Problem to solve — Output only the entries, exactly as given, without the pictures.

Collected data entries:
[Start of section]

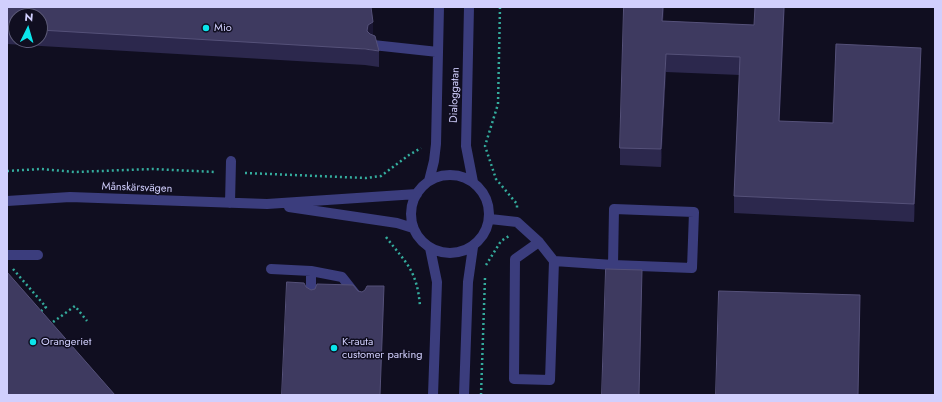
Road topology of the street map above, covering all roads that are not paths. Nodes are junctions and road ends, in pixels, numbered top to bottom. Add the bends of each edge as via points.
1 (439, 7) edge
2 (469, 7) edge
3 (373, 45) edge
4 (438, 52) junction
5 (231, 161) dead end
6 (429, 181) junction
7 (473, 182) junction
8 (417, 194) junction
9 (7, 202) edge
10 (230, 203) junction
11 (267, 204) junction
12 (490, 219) junction
13 (413, 228) junction
14 (539, 242) junction
15 (473, 247) junction
16 (430, 248) junction
17 (7, 255) edge
18 (38, 255) dead end
19 (554, 261) junction
20 (613, 265) junction
21 (272, 269) dead end
22 (311, 271) junction
23 (311, 298) edge
24 (361, 300) edge
25 (434, 395) edge
26 (464, 395) edge

1 - 4 street, Dialoggatan
2 - 7 street, Dialoggatan via 466,146
3 - 4 street
4 - 6 street, Dialoggatan via 436,144
5 - 10 street
6 - 7 street via 447,175 465,177
6 - 8 street
7 - 12 street via 483,192 489,205
8 - 11 street, Månskärsvägen
8 - 13 street via 412,204
9 - 10 street, Månskärsvägen via 70,197
10 - 11 street, Månskärsvägen
11 - 13 street, Månskärsvägen via 397,223
12 - 14 street via 517,222
12 - 15 street via 484,235
13 - 16 street
14 - 19 street
14 - 19 street via 515,259 514,379 550,380
15 - 16 street via 459,253 444,253
15 - 26 street via 468,282
16 - 25 street via 437,282
17 - 18 street
19 - 20 street
20 - 20 street via 692,268 694,212 614,209
21 - 22 street
22 - 23 street
22 - 24 street via 342,278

[End of section]

Output of the task —
Road topology of the street map above, covering all roads that are not paths. Nodes are junctions and road ends, in pixels, numbered top to bottom. Add the bends of each edge as via points.
1 (439, 7) edge
2 (469, 7) edge
3 (373, 45) edge
4 (438, 52) junction
5 (231, 161) dead end
6 (429, 181) junction
7 (473, 182) junction
8 (417, 194) junction
9 (7, 202) edge
10 (230, 203) junction
11 (267, 204) junction
12 (490, 219) junction
13 (413, 228) junction
14 (539, 242) junction
15 (473, 247) junction
16 (430, 248) junction
17 (7, 255) edge
18 (38, 255) dead end
19 (554, 261) junction
20 (613, 265) junction
21 (272, 269) dead end
22 (311, 271) junction
23 (311, 298) edge
24 (361, 300) edge
25 (434, 395) edge
26 (464, 395) edge

1 - 4 street, Dialoggatan
2 - 7 street, Dialoggatan via 466,146
3 - 4 street
4 - 6 street, Dialoggatan via 436,144
5 - 10 street
6 - 7 street via 447,175 465,177
6 - 8 street
7 - 12 street via 483,192 489,205
8 - 11 street, Månskärsvägen
8 - 13 street via 412,204
9 - 10 street, Månskärsvägen via 70,197
10 - 11 street, Månskärsvägen
11 - 13 street, Månskärsvägen via 397,223
12 - 14 street via 517,222
12 - 15 street via 484,235
13 - 16 street
14 - 19 street
14 - 19 street via 515,259 514,379 550,380
15 - 16 street via 459,253 444,253
15 - 26 street via 468,282
16 - 25 street via 437,282
17 - 18 street
19 - 20 street
20 - 20 street via 692,268 694,212 614,209
21 - 22 street
22 - 23 street
22 - 24 street via 342,278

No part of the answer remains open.